Saved data entries
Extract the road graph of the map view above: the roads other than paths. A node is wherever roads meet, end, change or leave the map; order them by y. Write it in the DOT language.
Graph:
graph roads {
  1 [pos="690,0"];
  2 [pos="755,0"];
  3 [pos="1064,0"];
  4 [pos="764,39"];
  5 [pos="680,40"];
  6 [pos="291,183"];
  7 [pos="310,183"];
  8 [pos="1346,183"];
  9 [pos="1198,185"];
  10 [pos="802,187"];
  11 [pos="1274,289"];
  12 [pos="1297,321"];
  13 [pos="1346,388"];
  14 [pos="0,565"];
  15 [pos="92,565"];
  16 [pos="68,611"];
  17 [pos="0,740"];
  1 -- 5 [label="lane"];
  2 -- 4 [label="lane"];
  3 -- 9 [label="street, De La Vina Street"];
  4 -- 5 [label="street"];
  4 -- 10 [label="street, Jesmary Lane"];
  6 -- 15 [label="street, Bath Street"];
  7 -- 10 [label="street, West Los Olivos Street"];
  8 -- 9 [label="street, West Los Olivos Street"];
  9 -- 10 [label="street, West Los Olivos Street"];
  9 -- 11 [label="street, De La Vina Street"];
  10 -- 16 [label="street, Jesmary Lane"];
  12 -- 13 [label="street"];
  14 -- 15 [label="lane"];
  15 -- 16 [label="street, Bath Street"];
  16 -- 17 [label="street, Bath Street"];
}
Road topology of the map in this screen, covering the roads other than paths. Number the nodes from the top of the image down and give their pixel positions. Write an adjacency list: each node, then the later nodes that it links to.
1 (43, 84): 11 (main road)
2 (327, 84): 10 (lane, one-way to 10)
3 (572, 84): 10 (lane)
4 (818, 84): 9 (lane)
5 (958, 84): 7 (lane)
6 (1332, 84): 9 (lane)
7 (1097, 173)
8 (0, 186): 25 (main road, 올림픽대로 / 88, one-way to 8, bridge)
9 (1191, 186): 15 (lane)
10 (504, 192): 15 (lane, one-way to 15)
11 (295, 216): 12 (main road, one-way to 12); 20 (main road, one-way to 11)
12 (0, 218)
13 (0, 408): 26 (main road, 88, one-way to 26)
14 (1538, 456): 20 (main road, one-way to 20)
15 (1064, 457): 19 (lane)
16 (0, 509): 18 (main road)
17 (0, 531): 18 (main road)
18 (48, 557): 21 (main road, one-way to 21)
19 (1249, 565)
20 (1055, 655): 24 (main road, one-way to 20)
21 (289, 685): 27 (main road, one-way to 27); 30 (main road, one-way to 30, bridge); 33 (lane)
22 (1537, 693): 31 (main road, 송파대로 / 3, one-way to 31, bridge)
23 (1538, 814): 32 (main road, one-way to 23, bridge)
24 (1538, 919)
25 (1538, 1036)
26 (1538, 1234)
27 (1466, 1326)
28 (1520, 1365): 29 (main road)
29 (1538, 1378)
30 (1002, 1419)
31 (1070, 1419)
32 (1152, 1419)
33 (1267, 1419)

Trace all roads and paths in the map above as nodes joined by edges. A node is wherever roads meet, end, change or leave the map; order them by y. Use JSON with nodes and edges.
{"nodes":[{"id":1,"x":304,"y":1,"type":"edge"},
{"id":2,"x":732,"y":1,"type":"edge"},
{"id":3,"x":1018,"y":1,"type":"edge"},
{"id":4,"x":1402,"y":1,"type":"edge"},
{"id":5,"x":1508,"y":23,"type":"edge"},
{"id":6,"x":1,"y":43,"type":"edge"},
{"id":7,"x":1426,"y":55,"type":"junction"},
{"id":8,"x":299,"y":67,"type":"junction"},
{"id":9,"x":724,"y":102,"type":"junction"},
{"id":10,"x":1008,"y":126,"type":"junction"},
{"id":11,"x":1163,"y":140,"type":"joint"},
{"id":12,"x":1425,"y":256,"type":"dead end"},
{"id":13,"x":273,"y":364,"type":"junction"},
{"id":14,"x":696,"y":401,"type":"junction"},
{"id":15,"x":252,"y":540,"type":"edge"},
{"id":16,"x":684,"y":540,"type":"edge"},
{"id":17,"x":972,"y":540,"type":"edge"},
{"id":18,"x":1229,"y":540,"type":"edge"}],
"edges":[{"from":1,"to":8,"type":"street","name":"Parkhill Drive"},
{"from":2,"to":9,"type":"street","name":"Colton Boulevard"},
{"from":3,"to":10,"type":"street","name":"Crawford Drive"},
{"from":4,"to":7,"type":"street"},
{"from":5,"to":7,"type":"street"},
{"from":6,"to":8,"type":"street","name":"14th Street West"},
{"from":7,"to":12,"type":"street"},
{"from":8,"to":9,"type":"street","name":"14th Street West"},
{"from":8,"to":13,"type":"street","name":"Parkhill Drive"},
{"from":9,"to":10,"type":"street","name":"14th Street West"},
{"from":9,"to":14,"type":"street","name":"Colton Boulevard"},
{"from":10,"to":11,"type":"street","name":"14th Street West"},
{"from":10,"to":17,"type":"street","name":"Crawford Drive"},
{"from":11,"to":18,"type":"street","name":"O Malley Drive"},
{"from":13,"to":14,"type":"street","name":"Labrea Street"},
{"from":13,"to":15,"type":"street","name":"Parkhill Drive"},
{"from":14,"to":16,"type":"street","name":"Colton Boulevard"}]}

* **Aim of the exercise**: Write the records out again. Each one must match exactly.

* **Answer box**:
Extract the road graph of the map view above: the roads other than paths. A node is wherever roads meet, end, change or leave the map; order them by y. Write it in the DOT language.
Graph:
graph roads {
  1 [pos="690,0"];
  2 [pos="755,0"];
  3 [pos="1064,0"];
  4 [pos="764,39"];
  5 [pos="680,40"];
  6 [pos="291,183"];
  7 [pos="310,183"];
  8 [pos="1346,183"];
  9 [pos="1198,185"];
  10 [pos="802,187"];
  11 [pos="1274,289"];
  12 [pos="1297,321"];
  13 [pos="1346,388"];
  14 [pos="0,565"];
  15 [pos="92,565"];
  16 [pos="68,611"];
  17 [pos="0,740"];
  1 -- 5 [label="lane"];
  2 -- 4 [label="lane"];
  3 -- 9 [label="street, De La Vina Street"];
  4 -- 5 [label="street"];
  4 -- 10 [label="street, Jesmary Lane"];
  6 -- 15 [label="street, Bath Street"];
  7 -- 10 [label="street, West Los Olivos Street"];
  8 -- 9 [label="street, West Los Olivos Street"];
  9 -- 10 [label="street, West Los Olivos Street"];
  9 -- 11 [label="street, De La Vina Street"];
  10 -- 16 [label="street, Jesmary Lane"];
  12 -- 13 [label="street"];
  14 -- 15 [label="lane"];
  15 -- 16 [label="street, Bath Street"];
  16 -- 17 [label="street, Bath Street"];
}
Road topology of the map in this screen, covering the roads other than paths. Number the nodes from the top of the image down and give their pixel positions. Write an adjacency list: each node, then the later nodes that it links to.
1 (43, 84): 11 (main road)
2 (327, 84): 10 (lane, one-way to 10)
3 (572, 84): 10 (lane)
4 (818, 84): 9 (lane)
5 (958, 84): 7 (lane)
6 (1332, 84): 9 (lane)
7 (1097, 173)
8 (0, 186): 25 (main road, 올림픽대로 / 88, one-way to 8, bridge)
9 (1191, 186): 15 (lane)
10 (504, 192): 15 (lane, one-way to 15)
11 (295, 216): 12 (main road, one-way to 12); 20 (main road, one-way to 11)
12 (0, 218)
13 (0, 408): 26 (main road, 88, one-way to 26)
14 (1538, 456): 20 (main road, one-way to 20)
15 (1064, 457): 19 (lane)
16 (0, 509): 18 (main road)
17 (0, 531): 18 (main road)
18 (48, 557): 21 (main road, one-way to 21)
19 (1249, 565)
20 (1055, 655): 24 (main road, one-way to 20)
21 (289, 685): 27 (main road, one-way to 27); 30 (main road, one-way to 30, bridge); 33 (lane)
22 (1537, 693): 31 (main road, 송파대로 / 3, one-way to 31, bridge)
23 (1538, 814): 32 (main road, one-way to 23, bridge)
24 (1538, 919)
25 (1538, 1036)
26 (1538, 1234)
27 (1466, 1326)
28 (1520, 1365): 29 (main road)
29 (1538, 1378)
30 (1002, 1419)
31 (1070, 1419)
32 (1152, 1419)
33 (1267, 1419)

Trace all roads and paths in the map above as nodes joined by edges. A node is wherever roads meet, end, change or leave the map; order them by y. Use JSON with nodes and edges.
{"nodes":[{"id":1,"x":304,"y":1,"type":"edge"},
{"id":2,"x":732,"y":1,"type":"edge"},
{"id":3,"x":1018,"y":1,"type":"edge"},
{"id":4,"x":1402,"y":1,"type":"edge"},
{"id":5,"x":1508,"y":23,"type":"edge"},
{"id":6,"x":1,"y":43,"type":"edge"},
{"id":7,"x":1426,"y":55,"type":"junction"},
{"id":8,"x":299,"y":67,"type":"junction"},
{"id":9,"x":724,"y":102,"type":"junction"},
{"id":10,"x":1008,"y":126,"type":"junction"},
{"id":11,"x":1163,"y":140,"type":"joint"},
{"id":12,"x":1425,"y":256,"type":"dead end"},
{"id":13,"x":273,"y":364,"type":"junction"},
{"id":14,"x":696,"y":401,"type":"junction"},
{"id":15,"x":252,"y":540,"type":"edge"},
{"id":16,"x":684,"y":540,"type":"edge"},
{"id":17,"x":972,"y":540,"type":"edge"},
{"id":18,"x":1229,"y":540,"type":"edge"}],
"edges":[{"from":1,"to":8,"type":"street","name":"Parkhill Drive"},
{"from":2,"to":9,"type":"street","name":"Colton Boulevard"},
{"from":3,"to":10,"type":"street","name":"Crawford Drive"},
{"from":4,"to":7,"type":"street"},
{"from":5,"to":7,"type":"street"},
{"from":6,"to":8,"type":"street","name":"14th Street West"},
{"from":7,"to":12,"type":"street"},
{"from":8,"to":9,"type":"street","name":"14th Street West"},
{"from":8,"to":13,"type":"street","name":"Parkhill Drive"},
{"from":9,"to":10,"type":"street","name":"14th Street West"},
{"from":9,"to":14,"type":"street","name":"Colton Boulevard"},
{"from":10,"to":11,"type":"street","name":"14th Street West"},
{"from":10,"to":17,"type":"street","name":"Crawford Drive"},
{"from":11,"to":18,"type":"street","name":"O Malley Drive"},
{"from":13,"to":14,"type":"street","name":"Labrea Street"},
{"from":13,"to":15,"type":"street","name":"Parkhill Drive"},
{"from":14,"to":16,"type":"street","name":"Colton Boulevard"}]}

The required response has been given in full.